Krittapak Homchan et al. World J Hepatol. .

Abstract

Aim: To investigate the prevalence of osteopenia and osteoporosis in postoperative biliary atresia (BA) children and the association of bone mineral density (BMD) and biochemical parameters in postKasai BA subjects.

Methods: A total of 70 patients with postKasai BA were enrolled in this prospective study. The patients were classified into two groups according to their jaundice status. BMD of the lumbar spine was analyzed using dual energy X-ray absorptiometry.

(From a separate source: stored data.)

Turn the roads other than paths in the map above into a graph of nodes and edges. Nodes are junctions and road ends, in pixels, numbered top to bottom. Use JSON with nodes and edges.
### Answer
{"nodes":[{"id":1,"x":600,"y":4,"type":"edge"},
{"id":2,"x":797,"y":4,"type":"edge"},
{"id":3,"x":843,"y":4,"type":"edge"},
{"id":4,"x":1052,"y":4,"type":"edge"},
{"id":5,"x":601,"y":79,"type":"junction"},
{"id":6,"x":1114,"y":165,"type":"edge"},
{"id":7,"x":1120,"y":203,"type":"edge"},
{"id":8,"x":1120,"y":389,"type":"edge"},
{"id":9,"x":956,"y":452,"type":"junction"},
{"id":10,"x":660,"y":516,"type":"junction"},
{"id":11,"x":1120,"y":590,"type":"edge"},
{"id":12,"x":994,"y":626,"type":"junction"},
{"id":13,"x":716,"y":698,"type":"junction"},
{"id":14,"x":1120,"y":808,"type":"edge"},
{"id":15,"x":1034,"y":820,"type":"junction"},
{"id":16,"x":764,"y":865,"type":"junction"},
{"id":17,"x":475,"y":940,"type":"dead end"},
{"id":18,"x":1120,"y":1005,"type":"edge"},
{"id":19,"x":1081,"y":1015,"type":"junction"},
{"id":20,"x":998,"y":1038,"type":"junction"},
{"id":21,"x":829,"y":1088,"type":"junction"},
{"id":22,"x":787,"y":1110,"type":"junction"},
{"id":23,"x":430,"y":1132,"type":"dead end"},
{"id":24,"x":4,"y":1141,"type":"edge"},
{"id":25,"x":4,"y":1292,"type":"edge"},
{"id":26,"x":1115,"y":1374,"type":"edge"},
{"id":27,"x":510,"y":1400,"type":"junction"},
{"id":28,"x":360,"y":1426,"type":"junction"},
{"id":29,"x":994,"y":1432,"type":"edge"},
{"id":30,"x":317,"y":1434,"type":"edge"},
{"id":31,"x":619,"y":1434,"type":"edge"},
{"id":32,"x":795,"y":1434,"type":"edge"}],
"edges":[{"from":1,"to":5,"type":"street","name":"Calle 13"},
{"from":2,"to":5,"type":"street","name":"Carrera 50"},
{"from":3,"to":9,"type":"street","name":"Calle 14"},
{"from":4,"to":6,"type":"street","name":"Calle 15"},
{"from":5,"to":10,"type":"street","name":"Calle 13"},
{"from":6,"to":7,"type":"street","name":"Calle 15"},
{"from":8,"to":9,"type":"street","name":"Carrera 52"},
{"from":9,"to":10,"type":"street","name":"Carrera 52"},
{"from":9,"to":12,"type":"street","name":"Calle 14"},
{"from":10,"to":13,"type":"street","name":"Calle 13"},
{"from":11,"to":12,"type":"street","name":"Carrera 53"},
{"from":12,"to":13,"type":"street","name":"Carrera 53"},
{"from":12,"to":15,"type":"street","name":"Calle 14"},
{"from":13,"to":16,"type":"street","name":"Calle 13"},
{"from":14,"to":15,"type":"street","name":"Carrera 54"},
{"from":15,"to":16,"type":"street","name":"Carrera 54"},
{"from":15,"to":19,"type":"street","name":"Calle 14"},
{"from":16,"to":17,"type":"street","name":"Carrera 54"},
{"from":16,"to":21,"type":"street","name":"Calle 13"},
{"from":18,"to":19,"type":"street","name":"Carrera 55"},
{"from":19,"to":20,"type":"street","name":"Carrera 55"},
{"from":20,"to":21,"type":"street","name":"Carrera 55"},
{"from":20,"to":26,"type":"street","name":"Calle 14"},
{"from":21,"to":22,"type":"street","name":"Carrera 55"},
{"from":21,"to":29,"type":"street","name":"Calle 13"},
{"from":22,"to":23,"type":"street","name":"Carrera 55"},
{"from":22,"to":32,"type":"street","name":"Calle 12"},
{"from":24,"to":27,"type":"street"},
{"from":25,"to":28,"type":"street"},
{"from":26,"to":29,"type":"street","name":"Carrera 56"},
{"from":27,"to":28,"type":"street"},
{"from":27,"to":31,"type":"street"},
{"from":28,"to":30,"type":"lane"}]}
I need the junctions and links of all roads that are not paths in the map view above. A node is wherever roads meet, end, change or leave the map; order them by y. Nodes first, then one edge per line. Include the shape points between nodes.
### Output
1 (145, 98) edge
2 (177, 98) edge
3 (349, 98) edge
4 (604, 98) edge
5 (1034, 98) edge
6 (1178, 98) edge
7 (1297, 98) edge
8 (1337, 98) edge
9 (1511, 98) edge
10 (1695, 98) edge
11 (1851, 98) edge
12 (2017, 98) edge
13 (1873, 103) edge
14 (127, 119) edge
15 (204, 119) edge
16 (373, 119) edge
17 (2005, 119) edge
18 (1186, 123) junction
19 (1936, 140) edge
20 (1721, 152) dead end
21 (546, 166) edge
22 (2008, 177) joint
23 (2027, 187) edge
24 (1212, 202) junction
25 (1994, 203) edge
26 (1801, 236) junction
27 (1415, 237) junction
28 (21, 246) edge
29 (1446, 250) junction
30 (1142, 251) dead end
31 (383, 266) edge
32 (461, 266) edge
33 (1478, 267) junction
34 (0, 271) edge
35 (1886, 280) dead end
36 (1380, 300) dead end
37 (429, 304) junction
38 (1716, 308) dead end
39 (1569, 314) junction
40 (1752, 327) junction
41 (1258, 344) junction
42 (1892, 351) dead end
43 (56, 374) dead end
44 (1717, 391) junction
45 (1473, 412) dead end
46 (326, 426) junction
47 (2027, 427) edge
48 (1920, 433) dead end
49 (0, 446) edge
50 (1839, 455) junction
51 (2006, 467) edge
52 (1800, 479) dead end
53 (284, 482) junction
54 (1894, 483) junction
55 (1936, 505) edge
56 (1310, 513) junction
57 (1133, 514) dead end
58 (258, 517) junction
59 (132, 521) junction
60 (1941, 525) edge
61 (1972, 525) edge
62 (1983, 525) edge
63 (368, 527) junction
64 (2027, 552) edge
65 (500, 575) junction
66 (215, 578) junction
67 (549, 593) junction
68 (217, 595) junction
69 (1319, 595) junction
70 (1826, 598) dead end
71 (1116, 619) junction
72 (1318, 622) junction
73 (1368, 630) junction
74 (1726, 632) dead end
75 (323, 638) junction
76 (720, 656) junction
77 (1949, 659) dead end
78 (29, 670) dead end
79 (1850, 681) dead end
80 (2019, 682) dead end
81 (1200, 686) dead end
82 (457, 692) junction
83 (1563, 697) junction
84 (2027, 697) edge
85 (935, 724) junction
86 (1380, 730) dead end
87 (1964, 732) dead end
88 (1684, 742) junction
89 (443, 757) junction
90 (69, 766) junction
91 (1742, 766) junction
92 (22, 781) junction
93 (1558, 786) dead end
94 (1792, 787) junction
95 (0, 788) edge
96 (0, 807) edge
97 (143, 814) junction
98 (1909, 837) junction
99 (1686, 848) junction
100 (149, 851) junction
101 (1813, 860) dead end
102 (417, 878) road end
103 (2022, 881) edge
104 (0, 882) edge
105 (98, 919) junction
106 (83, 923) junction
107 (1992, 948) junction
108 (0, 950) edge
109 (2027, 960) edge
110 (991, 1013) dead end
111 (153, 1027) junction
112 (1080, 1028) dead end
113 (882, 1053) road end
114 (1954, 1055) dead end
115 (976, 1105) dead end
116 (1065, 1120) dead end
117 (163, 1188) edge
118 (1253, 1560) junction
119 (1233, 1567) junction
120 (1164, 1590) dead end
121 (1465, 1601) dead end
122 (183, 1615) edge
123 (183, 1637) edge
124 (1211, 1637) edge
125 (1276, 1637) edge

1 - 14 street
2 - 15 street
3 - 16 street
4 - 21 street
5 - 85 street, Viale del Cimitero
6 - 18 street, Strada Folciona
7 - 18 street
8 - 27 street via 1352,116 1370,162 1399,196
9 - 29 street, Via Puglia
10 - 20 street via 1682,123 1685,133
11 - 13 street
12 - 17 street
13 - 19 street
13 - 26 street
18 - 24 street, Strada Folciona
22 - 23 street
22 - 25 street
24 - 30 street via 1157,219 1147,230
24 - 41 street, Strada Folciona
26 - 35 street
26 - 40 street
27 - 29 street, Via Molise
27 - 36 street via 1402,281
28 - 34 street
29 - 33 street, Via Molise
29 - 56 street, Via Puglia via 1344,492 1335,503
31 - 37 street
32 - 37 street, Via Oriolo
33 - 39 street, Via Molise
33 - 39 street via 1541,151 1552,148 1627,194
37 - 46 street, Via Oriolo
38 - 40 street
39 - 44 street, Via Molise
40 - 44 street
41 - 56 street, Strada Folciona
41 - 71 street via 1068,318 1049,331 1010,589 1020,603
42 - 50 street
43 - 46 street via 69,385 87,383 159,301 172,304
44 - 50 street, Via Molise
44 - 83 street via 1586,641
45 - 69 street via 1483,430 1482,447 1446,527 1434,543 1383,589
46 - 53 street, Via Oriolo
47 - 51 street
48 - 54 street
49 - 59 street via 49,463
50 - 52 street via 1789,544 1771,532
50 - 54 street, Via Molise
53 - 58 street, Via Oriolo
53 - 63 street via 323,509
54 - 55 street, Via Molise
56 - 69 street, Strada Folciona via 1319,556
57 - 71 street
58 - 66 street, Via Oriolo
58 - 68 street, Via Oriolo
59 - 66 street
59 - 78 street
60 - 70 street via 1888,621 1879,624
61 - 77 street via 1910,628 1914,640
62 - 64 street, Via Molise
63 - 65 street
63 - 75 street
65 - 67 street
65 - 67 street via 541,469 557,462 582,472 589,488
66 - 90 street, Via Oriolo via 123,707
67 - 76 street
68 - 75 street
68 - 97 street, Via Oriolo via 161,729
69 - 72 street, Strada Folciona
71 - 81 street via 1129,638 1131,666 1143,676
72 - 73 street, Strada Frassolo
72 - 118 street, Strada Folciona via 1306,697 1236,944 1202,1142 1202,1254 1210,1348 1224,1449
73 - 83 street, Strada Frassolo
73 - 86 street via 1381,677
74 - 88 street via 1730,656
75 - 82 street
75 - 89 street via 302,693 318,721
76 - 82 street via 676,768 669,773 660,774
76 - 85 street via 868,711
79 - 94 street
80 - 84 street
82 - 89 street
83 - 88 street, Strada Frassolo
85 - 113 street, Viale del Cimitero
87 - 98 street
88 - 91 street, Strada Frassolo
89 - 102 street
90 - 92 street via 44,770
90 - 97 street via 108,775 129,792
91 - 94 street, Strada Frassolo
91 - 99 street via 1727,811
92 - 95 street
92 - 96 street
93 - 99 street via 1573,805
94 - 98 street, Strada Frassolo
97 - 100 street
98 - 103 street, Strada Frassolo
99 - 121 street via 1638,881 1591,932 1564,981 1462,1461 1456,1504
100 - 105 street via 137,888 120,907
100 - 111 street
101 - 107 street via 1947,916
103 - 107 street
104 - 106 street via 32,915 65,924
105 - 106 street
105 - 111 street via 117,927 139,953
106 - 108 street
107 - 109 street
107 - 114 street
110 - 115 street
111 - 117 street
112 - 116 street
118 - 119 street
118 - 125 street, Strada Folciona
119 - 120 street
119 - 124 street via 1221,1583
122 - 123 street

Results: The prevalence of low bone mass (osteopenia and osteoporosis) in BA patients were 51.4% (36 out of 70). Ten patients (35.7%) in the jaundice group and 8 patients (19.0%) in the non-jaundice group had osteopenia. Sixteen patients (57.1%) in the jaundice group and 2 patients (4.8%) in the no jaundice group had osteoporosis. In addition, lumbar spine BMD Z-score was substantially lower in the jaundice BA patients compared with non-jaundice patients. BA subjects with persistent jaundice had significantly lower serum 25-hydroxyvitamin D than those without jaundice. Further analysis revealed that lumbar spine BMD was correlated with age (r = 0.774, P < 0.001), serum albumin (r = 0.333, P = 0.005), total bilirubin (r = -0.476, P < 0.001), aspartate aminotransferase (r = -0.583, P < 0.001), alanine aminotransferase (r = -0.428, P < 0.001), and alkaline phosphatase(r = -0.456, P < 0.001).

Conclusion: Low BMD was associated with biochemical parameters reflecting the severity of cholestasis in postKasai BA patients.

Keywords: Biliary atresia; Bone mineral density; Cholestasis; Jaundice; Severity.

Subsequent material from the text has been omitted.